In einer ergänzenden Studie (“2. Meinung”) hat der vom BSV beauftrage Aktuar Jürg Keller eine Stellungnahme zum Gutachten von Prof. Hato Schmeiser erarbeitet. Unter dem Titel “Bestimmung der Mindestquote der Lebensversicherer in der beruflichen Vorsorge” hält Keller in seiner Zusammenfassung fest:
“Die „Auskömmlichkeit“ des BVG-Geschäfts auf die Differenz zwischen sicherem Zins und BVG-Zins und die Mindestquote zu reduzieren, trägt der tatsächlichen Interessenlage der Versicherer zu wenig Rechnung. So kann der Versicherer seine Bezüge aufgrund der bei der Mindestquotenberechnung angewendeten „Brutto“-Methode (Anteil basierend auf den Erträgen) über die Prämientarifierung erheblich beeinflussen. Nebst seinem Anteil an den Erträgen stellt die Möglichkeit, Abschluss-, Vertriebs- und Verwaltungskosten bei der Ergebnisermittlung voll in Abzug zu bringen, eine weitere, wesentliche Ertragsquelle für den Versicherer dar. Dem Versicherer entsteht auch ein geldwerter Nutzen durch den Betrieb des BVG-Geschäfts aufgrund von Dienstleistungserträgen, Skalen- und Synergieeffekten.

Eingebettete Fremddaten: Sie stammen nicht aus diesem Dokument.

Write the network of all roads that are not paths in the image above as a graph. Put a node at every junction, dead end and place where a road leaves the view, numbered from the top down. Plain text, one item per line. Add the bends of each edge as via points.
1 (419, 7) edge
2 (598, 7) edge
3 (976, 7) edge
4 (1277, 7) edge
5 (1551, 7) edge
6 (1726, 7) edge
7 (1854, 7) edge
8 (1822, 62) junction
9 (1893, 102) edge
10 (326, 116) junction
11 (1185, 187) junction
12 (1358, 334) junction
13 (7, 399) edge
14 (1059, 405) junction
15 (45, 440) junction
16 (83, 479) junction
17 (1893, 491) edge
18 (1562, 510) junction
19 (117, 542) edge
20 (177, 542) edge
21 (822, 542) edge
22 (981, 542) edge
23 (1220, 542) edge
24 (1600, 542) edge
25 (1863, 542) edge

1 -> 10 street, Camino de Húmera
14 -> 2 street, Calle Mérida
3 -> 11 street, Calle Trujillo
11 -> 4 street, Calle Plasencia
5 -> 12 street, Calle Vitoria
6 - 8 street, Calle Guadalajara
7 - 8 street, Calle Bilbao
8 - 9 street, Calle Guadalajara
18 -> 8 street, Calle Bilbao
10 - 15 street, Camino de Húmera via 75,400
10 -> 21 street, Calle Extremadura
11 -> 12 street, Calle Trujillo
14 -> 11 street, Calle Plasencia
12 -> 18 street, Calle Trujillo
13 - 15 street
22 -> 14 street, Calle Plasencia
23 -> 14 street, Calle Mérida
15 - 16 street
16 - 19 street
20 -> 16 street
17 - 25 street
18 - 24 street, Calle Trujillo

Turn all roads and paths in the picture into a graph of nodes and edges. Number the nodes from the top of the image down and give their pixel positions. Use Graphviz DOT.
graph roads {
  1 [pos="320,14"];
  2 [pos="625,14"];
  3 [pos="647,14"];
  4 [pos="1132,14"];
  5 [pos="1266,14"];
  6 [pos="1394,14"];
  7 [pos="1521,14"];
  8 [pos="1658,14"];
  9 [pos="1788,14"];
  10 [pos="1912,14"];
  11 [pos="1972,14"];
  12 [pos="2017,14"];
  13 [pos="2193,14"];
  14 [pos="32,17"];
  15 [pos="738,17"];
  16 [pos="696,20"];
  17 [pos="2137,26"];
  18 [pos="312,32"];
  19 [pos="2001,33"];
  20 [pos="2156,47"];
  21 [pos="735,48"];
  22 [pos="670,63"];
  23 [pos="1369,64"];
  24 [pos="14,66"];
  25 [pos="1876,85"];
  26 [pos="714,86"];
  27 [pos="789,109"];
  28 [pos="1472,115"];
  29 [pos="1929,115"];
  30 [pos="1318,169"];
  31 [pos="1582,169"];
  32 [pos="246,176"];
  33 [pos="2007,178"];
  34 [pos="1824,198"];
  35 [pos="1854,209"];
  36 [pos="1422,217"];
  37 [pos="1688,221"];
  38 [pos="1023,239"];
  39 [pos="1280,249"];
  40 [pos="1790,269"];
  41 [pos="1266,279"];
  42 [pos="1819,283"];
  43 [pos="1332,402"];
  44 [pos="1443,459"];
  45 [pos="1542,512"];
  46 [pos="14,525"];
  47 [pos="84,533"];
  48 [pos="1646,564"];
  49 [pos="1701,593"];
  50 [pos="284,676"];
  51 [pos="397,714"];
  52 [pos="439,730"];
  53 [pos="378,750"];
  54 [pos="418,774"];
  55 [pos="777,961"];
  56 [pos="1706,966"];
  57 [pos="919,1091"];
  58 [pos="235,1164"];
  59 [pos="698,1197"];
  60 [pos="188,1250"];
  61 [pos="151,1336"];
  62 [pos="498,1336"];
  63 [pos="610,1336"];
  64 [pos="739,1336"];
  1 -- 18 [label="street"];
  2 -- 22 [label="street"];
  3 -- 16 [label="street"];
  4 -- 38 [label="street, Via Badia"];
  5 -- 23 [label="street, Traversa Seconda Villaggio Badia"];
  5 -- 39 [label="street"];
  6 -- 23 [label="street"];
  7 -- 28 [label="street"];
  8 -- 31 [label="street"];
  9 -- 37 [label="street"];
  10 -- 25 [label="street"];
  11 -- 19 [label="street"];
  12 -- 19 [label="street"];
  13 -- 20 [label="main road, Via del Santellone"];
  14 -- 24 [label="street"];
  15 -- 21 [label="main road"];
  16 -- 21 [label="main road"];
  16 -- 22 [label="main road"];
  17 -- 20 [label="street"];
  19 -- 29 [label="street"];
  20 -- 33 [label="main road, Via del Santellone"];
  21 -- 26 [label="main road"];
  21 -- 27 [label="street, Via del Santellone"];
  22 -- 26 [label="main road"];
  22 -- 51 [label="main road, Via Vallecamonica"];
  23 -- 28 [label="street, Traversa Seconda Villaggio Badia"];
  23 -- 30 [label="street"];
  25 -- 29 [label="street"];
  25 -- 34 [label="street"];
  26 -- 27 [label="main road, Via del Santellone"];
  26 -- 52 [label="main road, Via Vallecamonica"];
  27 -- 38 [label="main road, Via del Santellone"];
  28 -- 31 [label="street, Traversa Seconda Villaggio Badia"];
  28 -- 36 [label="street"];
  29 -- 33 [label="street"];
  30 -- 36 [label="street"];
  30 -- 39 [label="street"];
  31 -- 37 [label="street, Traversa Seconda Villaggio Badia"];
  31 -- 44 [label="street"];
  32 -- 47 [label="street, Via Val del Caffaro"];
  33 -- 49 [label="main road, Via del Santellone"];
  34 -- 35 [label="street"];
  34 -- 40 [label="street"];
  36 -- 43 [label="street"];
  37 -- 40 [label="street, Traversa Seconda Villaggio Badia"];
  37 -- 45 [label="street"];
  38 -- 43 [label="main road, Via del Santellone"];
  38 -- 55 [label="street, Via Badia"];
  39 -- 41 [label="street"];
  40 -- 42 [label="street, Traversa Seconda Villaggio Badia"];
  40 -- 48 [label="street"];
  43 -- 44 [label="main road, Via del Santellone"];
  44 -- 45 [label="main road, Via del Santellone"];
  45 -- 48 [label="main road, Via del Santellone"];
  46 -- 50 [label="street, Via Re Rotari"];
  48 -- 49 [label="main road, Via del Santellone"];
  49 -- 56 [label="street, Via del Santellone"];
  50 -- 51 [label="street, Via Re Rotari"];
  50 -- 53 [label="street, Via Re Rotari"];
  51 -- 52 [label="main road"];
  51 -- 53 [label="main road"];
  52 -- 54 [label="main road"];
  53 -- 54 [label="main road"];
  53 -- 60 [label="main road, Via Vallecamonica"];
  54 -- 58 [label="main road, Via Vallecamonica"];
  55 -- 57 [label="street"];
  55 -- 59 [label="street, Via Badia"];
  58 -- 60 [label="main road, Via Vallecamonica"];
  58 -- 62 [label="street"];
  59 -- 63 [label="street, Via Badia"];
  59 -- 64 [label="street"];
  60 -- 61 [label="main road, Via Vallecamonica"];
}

Für den Anteil des Versicherers können hohe Zuflüsse wichtiger sein als eine tiefe Ausschüttungsquote. Aus Sicht der Prämienzahler wiederum ist eine Prämienreduktion zielführender als eine Erhöhung der Mindestquote. Solange die Tarifierung sowie die freie Bestimmung und Allokation des Aufwandes in der Zuständig-keit der Versicherer liegen, bleibt einzig die Anpassung der Mindestquote, um längerfristig eine höhere Beteiligung der Versicherten an den Ertragsüberschüssen zu erreichen.
Die Grundfrage lautet also weniger: „Wird der Versicherer für die Risikotragung gebührend entschädigt?“ als „Können aus dem Gesamtsaldo (Ergebnis) die erforderlichen Rückstellungen in der notwendigen Höhe auf-gebaut werden?“.
(…)
Wie die Versicherer auf eine Erhöhung der Mindestquote von 90% auf 92% oder 94% reagieren werden, lässt sich nicht mit Bestimmtheit voraussagen. Eine Erhöhung von 90% auf 92% ändert rückblickend für drei der fünf analysierten, grössten Versicherer praktisch nichts. Selbst eine Erhöhung auf 94% ist aufgrund der aufgezeigten Mechanismen nicht als bedrohlich einzuschätzen. Existenzieller wären eine Einschränkung der Tarifautonomie oder ein Kostendach, würden doch damit Manövriermasse und verdeckte Erträge beschnitten.
Den Versicherern wird es auch weiterhin gelingen, sich den Veränderungen anzupassen, wenn diese in zeitlicher und materieller Hinsicht nicht überraschend kommen. Insbesondere solange die Tarifierung und das Pricing von Dienstleistungen in ihrer Zuständigkeit verbleiben.”